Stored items
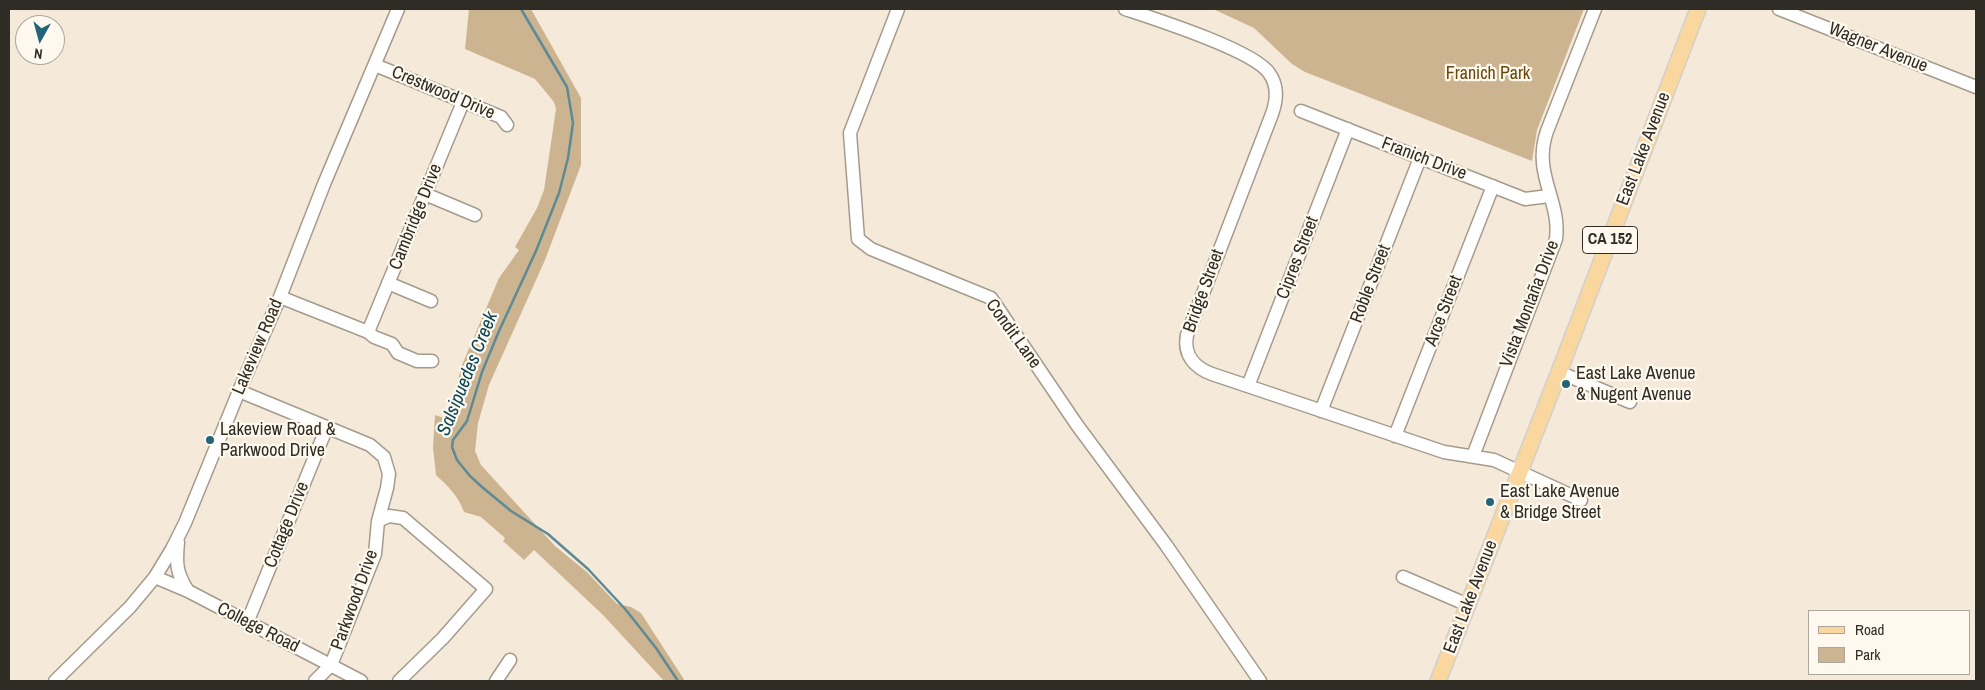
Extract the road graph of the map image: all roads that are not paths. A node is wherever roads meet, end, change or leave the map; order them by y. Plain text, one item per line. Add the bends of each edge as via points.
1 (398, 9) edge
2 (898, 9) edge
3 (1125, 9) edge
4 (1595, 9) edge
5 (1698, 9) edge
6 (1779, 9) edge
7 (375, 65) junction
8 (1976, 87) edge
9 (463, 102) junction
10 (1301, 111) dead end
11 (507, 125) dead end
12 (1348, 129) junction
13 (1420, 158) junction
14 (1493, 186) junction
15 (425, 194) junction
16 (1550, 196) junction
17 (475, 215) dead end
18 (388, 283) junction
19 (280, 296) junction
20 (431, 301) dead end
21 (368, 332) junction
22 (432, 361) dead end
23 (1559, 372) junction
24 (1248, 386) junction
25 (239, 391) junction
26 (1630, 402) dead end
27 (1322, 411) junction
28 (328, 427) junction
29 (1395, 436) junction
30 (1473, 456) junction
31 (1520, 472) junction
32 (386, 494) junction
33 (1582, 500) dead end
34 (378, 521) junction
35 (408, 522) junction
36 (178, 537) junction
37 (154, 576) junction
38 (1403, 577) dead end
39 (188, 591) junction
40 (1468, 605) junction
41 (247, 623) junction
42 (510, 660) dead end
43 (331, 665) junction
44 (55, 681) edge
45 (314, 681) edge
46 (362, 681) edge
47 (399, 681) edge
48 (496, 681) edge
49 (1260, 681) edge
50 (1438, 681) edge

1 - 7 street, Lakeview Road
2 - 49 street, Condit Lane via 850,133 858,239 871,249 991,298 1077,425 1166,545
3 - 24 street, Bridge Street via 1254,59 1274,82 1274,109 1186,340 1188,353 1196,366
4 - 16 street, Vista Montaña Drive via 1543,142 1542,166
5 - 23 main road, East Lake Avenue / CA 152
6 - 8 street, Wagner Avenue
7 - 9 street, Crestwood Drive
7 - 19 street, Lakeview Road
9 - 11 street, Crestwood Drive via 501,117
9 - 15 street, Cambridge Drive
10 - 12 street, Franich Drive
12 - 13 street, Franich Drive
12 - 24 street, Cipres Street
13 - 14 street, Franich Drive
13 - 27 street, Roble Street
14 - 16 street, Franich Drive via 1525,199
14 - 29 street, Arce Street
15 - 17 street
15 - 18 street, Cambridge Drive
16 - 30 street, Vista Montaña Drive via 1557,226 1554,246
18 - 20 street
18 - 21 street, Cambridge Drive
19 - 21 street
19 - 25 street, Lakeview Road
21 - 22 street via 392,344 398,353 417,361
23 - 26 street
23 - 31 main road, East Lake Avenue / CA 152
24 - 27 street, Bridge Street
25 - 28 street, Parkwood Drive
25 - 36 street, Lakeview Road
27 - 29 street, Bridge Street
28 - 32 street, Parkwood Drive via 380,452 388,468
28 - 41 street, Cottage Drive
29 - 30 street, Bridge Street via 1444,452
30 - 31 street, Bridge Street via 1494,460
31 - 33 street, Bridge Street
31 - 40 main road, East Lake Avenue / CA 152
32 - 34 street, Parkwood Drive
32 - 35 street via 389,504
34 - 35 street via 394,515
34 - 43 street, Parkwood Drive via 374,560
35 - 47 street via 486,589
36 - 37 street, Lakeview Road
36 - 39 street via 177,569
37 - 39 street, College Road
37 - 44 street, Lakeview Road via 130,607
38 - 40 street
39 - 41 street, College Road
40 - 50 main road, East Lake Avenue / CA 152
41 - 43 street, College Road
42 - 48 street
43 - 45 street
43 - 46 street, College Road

## How to complete this task:
Find the word "Franich" in the entries, then copy out every line that has it.

## Your solution:
10 - 12 street, Franich Drive
12 - 13 street, Franich Drive
13 - 14 street, Franich Drive
14 - 16 street, Franich Drive via 1525,199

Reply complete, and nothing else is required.